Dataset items

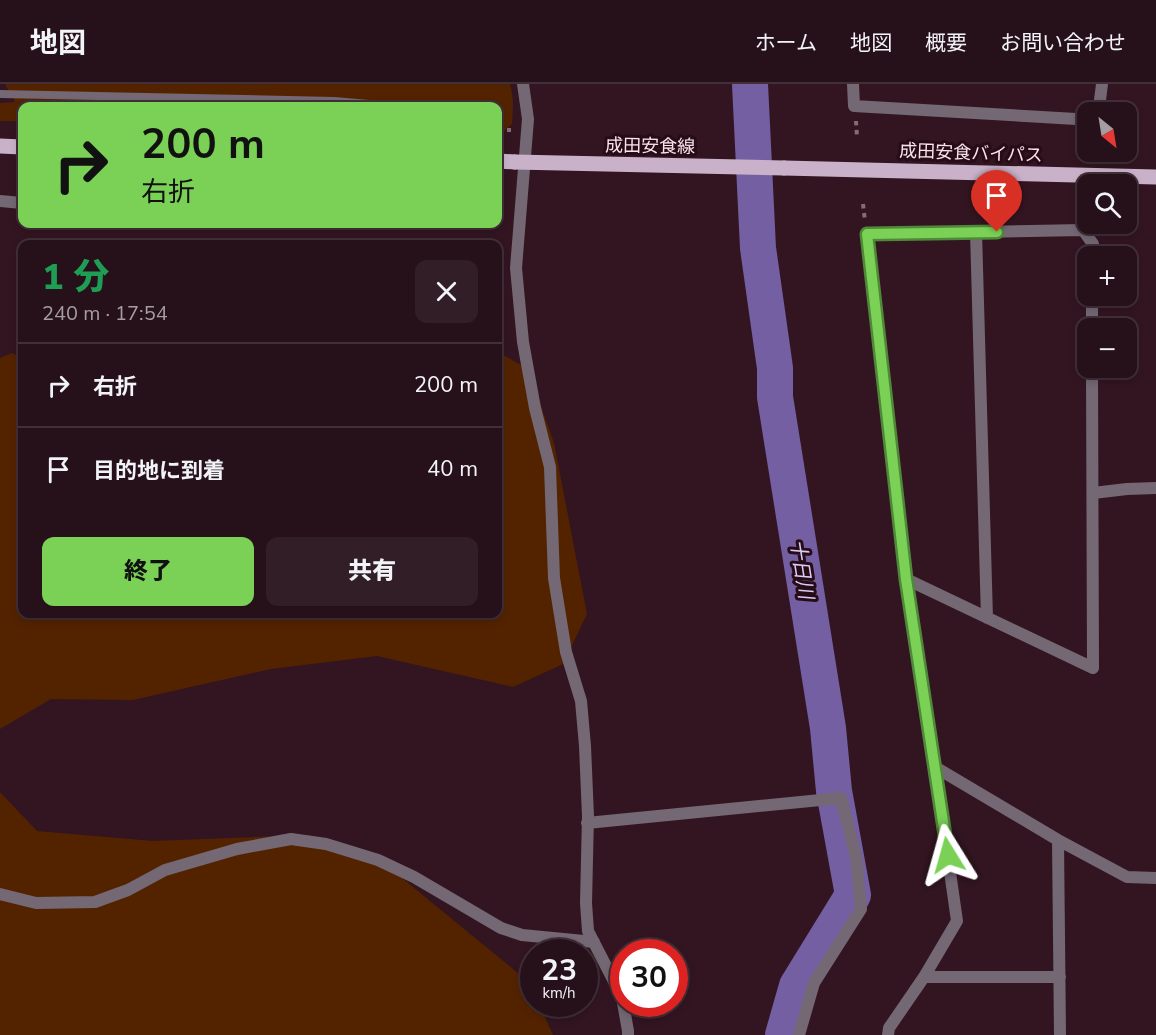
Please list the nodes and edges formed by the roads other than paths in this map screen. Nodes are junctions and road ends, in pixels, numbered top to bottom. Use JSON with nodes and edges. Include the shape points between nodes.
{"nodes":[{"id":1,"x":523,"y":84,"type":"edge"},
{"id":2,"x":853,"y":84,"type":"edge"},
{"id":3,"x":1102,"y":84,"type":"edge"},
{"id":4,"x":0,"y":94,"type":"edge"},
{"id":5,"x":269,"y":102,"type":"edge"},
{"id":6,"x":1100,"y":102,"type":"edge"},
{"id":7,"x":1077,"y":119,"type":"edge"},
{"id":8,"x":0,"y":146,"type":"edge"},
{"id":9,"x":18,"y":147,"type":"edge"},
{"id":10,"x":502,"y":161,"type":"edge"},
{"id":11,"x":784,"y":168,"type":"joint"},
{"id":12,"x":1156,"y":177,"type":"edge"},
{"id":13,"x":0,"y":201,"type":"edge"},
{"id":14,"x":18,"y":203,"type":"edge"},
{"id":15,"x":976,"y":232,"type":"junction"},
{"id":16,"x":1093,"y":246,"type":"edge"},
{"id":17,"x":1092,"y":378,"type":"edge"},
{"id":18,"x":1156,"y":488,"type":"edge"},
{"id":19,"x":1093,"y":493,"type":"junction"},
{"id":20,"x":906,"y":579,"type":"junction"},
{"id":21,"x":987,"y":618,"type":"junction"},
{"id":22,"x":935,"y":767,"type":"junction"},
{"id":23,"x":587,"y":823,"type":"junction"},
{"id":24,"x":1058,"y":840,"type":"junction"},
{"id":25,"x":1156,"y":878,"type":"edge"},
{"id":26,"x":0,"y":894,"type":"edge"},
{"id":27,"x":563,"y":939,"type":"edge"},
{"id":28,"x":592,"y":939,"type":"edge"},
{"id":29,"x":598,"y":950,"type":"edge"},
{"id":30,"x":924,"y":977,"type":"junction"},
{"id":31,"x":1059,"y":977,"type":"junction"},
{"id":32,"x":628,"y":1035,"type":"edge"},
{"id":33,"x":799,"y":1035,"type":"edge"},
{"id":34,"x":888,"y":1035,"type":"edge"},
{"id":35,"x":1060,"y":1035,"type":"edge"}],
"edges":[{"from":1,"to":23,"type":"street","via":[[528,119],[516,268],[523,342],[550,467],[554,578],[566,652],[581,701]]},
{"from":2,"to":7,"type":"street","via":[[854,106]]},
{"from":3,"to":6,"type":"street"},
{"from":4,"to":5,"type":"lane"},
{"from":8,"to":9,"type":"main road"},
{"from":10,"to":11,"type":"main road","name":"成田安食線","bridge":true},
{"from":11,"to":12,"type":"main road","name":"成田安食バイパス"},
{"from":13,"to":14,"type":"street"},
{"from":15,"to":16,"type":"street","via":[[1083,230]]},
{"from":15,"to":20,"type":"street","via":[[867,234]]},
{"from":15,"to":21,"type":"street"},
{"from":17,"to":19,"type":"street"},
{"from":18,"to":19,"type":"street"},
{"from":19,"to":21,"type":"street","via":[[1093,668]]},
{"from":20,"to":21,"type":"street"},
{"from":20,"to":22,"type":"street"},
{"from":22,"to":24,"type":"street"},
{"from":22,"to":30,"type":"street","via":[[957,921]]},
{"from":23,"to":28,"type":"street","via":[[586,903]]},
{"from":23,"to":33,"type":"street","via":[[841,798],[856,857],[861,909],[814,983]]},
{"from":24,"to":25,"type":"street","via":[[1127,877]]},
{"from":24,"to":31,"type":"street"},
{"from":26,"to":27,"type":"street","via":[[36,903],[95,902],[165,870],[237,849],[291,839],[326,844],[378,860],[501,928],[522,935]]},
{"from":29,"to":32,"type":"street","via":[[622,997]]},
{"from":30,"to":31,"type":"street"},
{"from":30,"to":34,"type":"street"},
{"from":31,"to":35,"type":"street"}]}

---

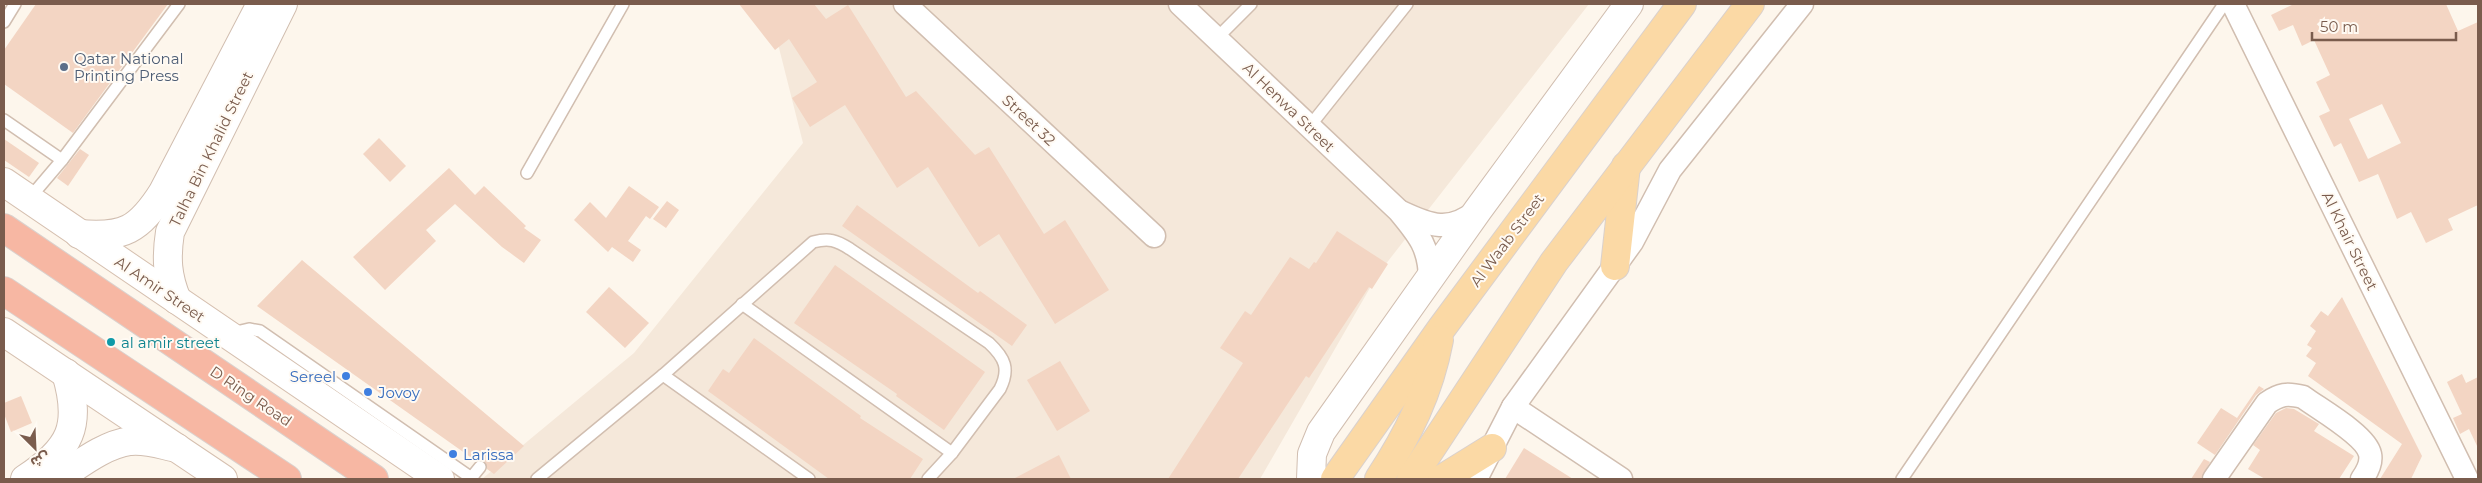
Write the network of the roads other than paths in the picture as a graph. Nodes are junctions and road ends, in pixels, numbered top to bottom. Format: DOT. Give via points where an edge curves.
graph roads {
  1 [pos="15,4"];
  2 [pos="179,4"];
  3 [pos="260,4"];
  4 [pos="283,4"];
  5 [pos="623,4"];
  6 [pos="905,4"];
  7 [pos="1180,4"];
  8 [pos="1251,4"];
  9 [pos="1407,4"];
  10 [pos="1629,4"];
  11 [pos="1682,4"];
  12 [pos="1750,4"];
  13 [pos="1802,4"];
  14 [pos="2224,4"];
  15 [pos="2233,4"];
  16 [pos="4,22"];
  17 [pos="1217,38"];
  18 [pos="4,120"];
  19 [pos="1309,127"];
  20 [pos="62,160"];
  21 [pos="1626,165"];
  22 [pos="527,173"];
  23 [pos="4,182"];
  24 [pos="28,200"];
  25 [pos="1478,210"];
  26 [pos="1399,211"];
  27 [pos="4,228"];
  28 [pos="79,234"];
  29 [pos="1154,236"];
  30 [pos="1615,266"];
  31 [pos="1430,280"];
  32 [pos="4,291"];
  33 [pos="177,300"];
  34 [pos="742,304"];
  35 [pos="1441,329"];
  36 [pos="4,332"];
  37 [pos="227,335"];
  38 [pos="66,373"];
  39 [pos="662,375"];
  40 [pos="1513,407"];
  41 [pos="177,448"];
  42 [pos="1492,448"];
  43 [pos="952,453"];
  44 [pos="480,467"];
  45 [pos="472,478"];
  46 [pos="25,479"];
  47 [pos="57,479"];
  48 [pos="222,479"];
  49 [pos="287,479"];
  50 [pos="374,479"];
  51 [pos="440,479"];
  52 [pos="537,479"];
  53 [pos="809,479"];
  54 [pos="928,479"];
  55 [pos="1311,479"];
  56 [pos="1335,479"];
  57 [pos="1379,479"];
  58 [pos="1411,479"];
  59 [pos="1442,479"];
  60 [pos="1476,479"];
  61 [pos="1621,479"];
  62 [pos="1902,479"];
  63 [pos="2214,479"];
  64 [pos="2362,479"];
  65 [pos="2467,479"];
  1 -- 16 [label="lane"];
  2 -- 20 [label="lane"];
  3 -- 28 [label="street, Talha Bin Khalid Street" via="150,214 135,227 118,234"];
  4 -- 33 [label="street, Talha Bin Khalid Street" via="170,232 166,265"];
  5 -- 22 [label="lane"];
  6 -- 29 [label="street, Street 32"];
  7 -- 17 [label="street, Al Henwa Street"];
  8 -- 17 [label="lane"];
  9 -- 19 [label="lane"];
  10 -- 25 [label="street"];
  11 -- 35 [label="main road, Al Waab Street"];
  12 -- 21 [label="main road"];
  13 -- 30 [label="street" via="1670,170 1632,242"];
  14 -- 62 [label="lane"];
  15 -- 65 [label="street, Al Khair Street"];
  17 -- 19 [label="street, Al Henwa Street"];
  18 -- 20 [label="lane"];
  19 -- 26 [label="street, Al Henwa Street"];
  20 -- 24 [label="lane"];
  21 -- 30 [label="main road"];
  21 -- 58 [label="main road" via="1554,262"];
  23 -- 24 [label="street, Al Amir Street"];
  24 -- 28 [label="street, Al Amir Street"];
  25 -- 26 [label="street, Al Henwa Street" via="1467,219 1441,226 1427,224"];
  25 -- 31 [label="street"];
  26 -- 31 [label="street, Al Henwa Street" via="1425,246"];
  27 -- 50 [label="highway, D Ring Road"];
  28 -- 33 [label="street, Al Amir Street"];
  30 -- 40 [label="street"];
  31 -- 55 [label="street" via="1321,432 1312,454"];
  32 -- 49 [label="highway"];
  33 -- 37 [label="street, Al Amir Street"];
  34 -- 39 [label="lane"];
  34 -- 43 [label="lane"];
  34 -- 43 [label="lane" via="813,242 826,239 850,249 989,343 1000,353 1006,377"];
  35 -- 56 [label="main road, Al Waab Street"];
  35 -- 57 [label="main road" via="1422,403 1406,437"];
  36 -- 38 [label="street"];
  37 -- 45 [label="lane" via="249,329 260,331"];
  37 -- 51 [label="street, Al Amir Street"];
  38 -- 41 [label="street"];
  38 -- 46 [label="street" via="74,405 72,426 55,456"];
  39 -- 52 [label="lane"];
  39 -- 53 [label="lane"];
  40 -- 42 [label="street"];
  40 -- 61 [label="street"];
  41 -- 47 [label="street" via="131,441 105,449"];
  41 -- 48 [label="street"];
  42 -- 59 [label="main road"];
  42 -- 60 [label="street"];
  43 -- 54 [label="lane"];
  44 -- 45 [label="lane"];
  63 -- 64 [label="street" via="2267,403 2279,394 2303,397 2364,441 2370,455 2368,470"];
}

HOW TO COMPLETE THIS TASK:
Your answer must be every line from the entries that contains the string "ends", copied as it stands.

ANSWER SECTION:
Please list the nodes and edges formed by the roads other than paths in this map screen. Nodes are junctions and road ends, in pixels, numbered top to bottom. Use JSON with nodes and edges. Include the shape points between nodes.
Write the network of the roads other than paths in the picture as a graph. Nodes are junctions and road ends, in pixels, numbered top to bottom. Format: DOT. Give via points where an edge curves.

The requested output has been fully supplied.